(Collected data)
^^^^
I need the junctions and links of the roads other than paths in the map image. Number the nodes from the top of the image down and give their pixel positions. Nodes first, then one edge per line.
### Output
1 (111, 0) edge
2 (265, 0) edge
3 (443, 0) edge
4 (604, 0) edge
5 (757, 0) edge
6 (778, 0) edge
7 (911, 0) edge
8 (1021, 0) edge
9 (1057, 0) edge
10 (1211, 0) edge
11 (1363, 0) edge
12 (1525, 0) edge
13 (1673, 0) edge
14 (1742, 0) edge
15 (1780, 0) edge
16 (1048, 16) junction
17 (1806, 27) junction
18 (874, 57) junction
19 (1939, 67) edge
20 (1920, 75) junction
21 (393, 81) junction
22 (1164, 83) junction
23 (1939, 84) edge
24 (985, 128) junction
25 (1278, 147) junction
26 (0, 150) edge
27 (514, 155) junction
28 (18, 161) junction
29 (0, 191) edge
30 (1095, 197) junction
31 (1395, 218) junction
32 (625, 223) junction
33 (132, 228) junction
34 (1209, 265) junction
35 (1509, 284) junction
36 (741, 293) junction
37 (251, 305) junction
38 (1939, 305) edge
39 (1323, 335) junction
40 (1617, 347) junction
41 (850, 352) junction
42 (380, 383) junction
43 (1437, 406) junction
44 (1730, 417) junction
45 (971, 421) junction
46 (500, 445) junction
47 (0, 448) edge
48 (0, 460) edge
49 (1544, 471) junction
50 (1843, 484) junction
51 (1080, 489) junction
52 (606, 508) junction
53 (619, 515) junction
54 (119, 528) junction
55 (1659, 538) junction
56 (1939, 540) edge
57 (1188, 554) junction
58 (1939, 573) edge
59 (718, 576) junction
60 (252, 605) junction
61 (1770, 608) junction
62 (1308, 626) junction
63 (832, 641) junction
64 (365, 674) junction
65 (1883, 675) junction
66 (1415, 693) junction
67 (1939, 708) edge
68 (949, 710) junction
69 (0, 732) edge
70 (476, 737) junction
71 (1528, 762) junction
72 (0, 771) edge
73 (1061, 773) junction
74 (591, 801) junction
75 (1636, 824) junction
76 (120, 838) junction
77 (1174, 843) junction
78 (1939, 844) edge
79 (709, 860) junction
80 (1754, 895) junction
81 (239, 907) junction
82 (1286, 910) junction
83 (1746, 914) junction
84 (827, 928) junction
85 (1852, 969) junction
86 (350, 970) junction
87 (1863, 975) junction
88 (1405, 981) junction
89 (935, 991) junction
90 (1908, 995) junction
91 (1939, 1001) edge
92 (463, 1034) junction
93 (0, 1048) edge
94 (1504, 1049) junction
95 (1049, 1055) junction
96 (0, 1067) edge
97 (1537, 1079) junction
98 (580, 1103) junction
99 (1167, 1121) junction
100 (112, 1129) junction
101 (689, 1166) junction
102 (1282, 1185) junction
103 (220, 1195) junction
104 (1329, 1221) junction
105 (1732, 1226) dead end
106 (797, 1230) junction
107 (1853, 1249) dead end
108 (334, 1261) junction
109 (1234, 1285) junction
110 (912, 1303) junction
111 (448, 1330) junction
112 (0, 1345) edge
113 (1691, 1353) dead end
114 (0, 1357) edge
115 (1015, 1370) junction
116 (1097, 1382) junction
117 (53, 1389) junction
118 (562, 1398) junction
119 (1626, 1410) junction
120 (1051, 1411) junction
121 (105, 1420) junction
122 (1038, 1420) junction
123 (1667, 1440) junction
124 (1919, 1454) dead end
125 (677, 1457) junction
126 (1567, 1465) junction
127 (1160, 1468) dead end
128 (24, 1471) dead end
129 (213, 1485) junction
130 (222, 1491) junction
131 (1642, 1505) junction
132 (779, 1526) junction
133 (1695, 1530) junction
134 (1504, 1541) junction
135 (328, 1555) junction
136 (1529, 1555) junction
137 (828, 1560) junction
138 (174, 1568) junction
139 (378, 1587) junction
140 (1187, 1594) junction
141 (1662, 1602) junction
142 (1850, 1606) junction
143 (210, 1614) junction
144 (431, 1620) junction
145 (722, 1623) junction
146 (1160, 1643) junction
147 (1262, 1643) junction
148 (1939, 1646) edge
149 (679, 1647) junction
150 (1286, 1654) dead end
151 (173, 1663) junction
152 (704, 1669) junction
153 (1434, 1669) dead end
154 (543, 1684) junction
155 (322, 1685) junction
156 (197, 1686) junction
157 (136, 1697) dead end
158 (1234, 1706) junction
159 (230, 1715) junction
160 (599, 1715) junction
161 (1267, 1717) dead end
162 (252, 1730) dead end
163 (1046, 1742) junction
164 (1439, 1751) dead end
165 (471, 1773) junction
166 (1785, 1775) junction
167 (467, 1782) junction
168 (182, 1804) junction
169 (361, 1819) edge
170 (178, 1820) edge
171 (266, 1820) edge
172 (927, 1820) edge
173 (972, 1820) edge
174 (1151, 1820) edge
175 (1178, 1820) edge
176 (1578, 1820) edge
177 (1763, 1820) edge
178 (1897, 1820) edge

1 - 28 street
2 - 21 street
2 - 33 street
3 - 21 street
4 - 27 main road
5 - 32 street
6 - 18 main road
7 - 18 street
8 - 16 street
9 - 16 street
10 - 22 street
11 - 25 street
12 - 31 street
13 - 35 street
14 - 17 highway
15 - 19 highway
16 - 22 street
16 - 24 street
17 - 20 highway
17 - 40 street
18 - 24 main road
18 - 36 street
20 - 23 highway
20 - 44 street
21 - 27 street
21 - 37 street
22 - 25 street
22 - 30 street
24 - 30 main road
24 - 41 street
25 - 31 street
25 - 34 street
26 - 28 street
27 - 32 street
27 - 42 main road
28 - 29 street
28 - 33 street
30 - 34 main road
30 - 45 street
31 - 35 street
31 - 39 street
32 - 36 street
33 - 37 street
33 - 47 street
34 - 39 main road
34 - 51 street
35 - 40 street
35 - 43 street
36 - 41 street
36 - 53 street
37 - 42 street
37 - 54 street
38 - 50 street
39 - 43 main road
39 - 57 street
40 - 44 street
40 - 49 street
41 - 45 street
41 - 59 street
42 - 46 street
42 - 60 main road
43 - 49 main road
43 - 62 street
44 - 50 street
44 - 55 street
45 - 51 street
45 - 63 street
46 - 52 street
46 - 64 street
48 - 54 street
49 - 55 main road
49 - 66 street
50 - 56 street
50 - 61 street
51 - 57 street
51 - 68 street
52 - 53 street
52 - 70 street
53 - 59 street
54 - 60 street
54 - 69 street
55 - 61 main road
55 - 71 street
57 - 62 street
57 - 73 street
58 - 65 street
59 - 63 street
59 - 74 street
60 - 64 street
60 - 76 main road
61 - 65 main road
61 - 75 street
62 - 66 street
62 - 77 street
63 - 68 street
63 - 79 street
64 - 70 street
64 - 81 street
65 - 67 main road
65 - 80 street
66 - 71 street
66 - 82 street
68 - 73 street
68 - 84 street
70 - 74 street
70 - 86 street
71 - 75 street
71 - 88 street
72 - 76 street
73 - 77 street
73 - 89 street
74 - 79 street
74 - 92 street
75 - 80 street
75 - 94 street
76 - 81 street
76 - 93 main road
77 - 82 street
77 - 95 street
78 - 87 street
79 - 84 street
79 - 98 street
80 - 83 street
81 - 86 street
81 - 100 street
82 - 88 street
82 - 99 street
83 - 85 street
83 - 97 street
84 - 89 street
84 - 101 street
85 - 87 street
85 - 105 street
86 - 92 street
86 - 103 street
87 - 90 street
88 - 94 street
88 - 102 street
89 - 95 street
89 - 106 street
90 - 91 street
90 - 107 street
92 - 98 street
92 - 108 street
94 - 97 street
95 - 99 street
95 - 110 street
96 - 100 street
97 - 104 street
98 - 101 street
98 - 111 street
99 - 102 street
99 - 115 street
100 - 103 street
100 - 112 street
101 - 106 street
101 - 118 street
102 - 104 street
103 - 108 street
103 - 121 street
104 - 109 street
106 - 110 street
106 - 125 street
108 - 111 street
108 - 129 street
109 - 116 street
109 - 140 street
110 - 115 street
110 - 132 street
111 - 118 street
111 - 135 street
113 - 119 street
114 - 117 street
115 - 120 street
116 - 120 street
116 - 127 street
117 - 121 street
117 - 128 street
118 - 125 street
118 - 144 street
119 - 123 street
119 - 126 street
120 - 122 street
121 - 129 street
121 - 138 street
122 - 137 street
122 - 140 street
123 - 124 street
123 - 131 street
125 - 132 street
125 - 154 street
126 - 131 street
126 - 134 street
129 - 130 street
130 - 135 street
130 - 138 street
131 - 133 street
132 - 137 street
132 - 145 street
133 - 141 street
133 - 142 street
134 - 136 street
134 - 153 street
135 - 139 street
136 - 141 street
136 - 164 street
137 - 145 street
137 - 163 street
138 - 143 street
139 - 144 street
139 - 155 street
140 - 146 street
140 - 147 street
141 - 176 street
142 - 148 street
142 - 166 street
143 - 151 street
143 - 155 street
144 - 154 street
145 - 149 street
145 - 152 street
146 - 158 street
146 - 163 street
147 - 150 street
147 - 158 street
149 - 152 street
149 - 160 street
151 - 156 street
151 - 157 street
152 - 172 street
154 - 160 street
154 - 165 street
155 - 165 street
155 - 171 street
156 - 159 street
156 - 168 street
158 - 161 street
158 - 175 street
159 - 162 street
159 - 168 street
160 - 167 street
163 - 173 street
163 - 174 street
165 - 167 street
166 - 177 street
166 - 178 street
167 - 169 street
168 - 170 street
^^^^
*Aim of the task*
Note every line of the records that holds the word "dead", and copy it.

*Your solution*
105 (1732, 1226) dead end
107 (1853, 1249) dead end
113 (1691, 1353) dead end
124 (1919, 1454) dead end
127 (1160, 1468) dead end
128 (24, 1471) dead end
150 (1286, 1654) dead end
153 (1434, 1669) dead end
157 (136, 1697) dead end
161 (1267, 1717) dead end
162 (252, 1730) dead end
164 (1439, 1751) dead end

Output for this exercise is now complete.